The result of the move request was: To be moved. No opposition after a whole month of listing, and seems a valid move. Note: a hist merge is needed and for an admin to do the move. The nominator
BrownHairedGirl has agreed to do this once I have closed this. Thanks. (
non-admin closure) —
Amakuru (
talk)
18:20, 10 March 2016 (UTC)reply
WP:Manual of Style#Full_stops_and_spaces: in standard British and Australian usage no stop is used if the abbreviation ends in the last letter of the unabbreviated form. In this case, the word "Saint" is abbreviated to its first and last letters: "St".
Common usage: per
WP:AT, When using Google, generally a search of Google Books and News Archive should be defaulted to before a web search, as they concentrate reliable sources. So I searched Google News, using the &pws=0 parameter to eliminate any personalised search bias:
"St. Andrews United" That mostly produced churches, so I added the word football:
"St. Andrews United" football. Still lots of churches, but the first 50 hits included 11 relating to this club.

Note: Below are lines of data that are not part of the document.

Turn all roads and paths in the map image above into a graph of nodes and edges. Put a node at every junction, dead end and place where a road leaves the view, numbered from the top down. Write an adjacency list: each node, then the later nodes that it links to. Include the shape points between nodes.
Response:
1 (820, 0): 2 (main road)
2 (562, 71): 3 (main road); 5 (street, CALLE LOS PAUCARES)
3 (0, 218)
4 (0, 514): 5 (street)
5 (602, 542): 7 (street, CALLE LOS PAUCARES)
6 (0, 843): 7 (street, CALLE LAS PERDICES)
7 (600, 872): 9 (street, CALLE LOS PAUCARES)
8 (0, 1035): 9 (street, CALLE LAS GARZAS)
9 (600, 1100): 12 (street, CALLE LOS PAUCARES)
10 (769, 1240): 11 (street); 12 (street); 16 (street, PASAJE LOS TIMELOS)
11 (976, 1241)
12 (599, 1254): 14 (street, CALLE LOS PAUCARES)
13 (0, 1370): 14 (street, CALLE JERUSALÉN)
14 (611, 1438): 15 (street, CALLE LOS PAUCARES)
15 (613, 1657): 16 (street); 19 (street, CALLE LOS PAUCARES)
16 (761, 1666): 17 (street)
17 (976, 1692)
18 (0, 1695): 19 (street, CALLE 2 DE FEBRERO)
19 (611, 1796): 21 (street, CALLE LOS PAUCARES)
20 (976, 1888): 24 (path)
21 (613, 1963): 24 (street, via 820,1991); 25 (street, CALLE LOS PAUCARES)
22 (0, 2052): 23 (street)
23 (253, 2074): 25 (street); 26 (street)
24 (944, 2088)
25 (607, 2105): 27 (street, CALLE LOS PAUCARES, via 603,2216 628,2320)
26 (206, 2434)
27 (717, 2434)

None of the 11 use a "dot" in "St.":
[1],
[2],
[3],
[4],
[5],
[6],
[7],
[8],
[9],
[10],
[11]. I also searched on the websites of Scotland's 2 major broadcasters, BBC STV. No dots on
the BBC, or on
STV.tv
The clubs's own website
http://www.standrews-utd.co.uk/ does not use the dot in "St" in its logo or headers, nor (AFAICS) in text.
The above discussion is preserved as an archive of a
requested move. Please do not modify it. Subsequent comments should be made in a new section on this talk page or in a
move review. No further edits should be made to this section.